Print the records below exactly, and do not carry over any picture.
● ● ● ● ● ● ●
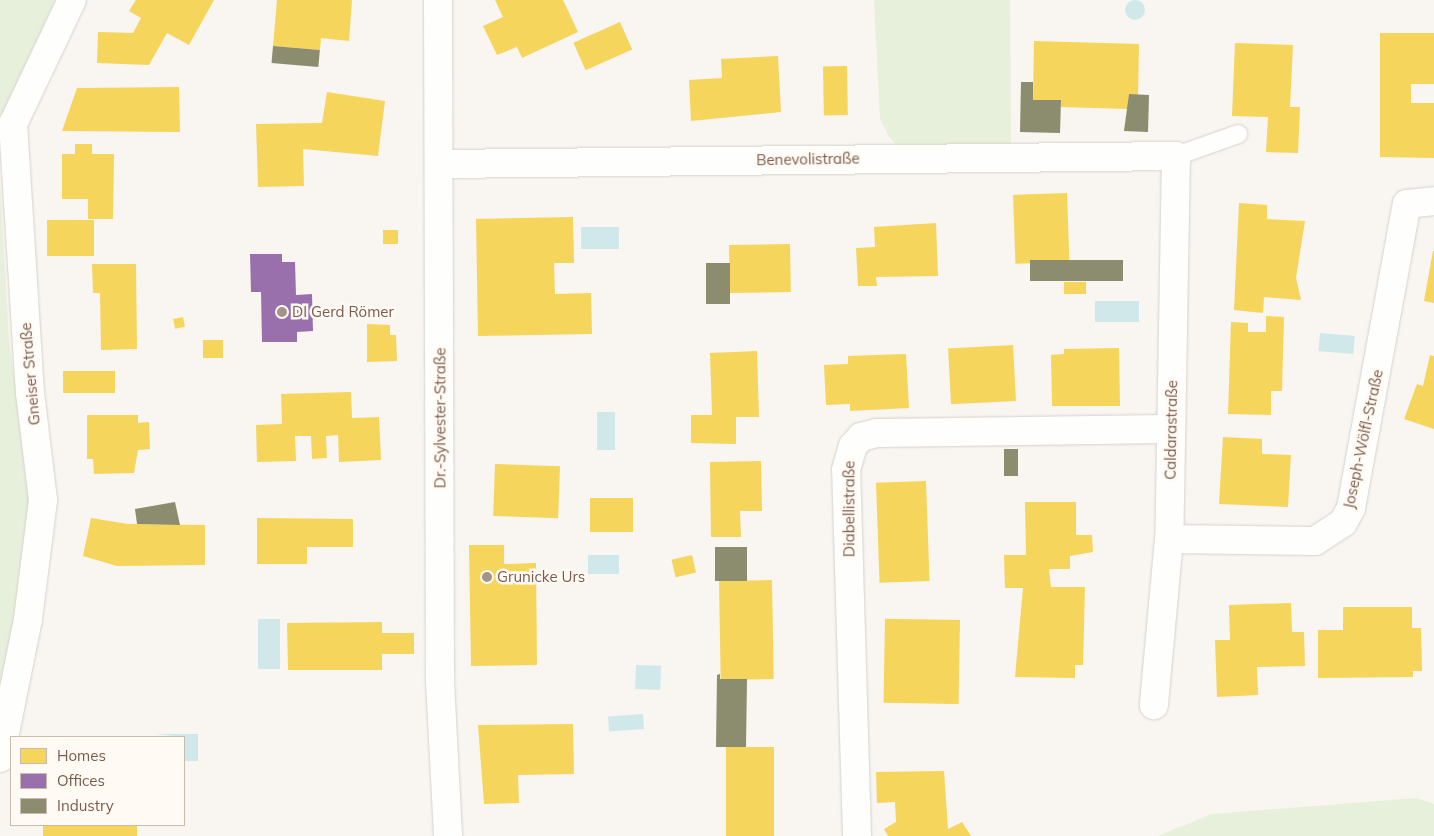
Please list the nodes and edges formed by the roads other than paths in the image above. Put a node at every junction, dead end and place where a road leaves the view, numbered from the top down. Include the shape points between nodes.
1 (72, 0) edge
2 (438, 0) edge
3 (1238, 134) dead end
4 (1176, 156) junction
5 (440, 164) junction
6 (1434, 201) edge
7 (1170, 429) junction
8 (1169, 539) junction
9 (1154, 705) dead end
10 (0, 758) edge
11 (448, 836) edge
12 (857, 836) edge

1 - 10 street, Gneiser Straße via 13,124 30,393 44,500 28,619
2 - 5 street, Dr.-Sylvester-Straße
3 - 4 lane
4 - 5 street, Benevolistraße
4 - 7 street, Caldarastraße
5 - 11 street, Dr.-Sylvester-Straße via 440,682
6 - 8 street, Joseph-Wölfl-Straße via 1407,204 1351,508 1342,523 1315,541
7 - 8 street, Caldarastraße
7 - 12 street, Diabellistraße via 877,433 861,436 853,446 846,470
8 - 9 street, Caldarastraße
● ● ● ● ● ● ●
*Result below*
Please list the nodes and edges formed by the roads other than paths in the image above. Put a node at every junction, dead end and place where a road leaves the view, numbered from the top down. Include the shape points between nodes.
1 (72, 0) edge
2 (438, 0) edge
3 (1238, 134) dead end
4 (1176, 156) junction
5 (440, 164) junction
6 (1434, 201) edge
7 (1170, 429) junction
8 (1169, 539) junction
9 (1154, 705) dead end
10 (0, 758) edge
11 (448, 836) edge
12 (857, 836) edge

1 - 10 street, Gneiser Straße via 13,124 30,393 44,500 28,619
2 - 5 street, Dr.-Sylvester-Straße
3 - 4 lane
4 - 5 street, Benevolistraße
4 - 7 street, Caldarastraße
5 - 11 street, Dr.-Sylvester-Straße via 440,682
6 - 8 street, Joseph-Wölfl-Straße via 1407,204 1351,508 1342,523 1315,541
7 - 8 street, Caldarastraße
7 - 12 street, Diabellistraße via 877,433 861,436 853,446 846,470
8 - 9 street, Caldarastraße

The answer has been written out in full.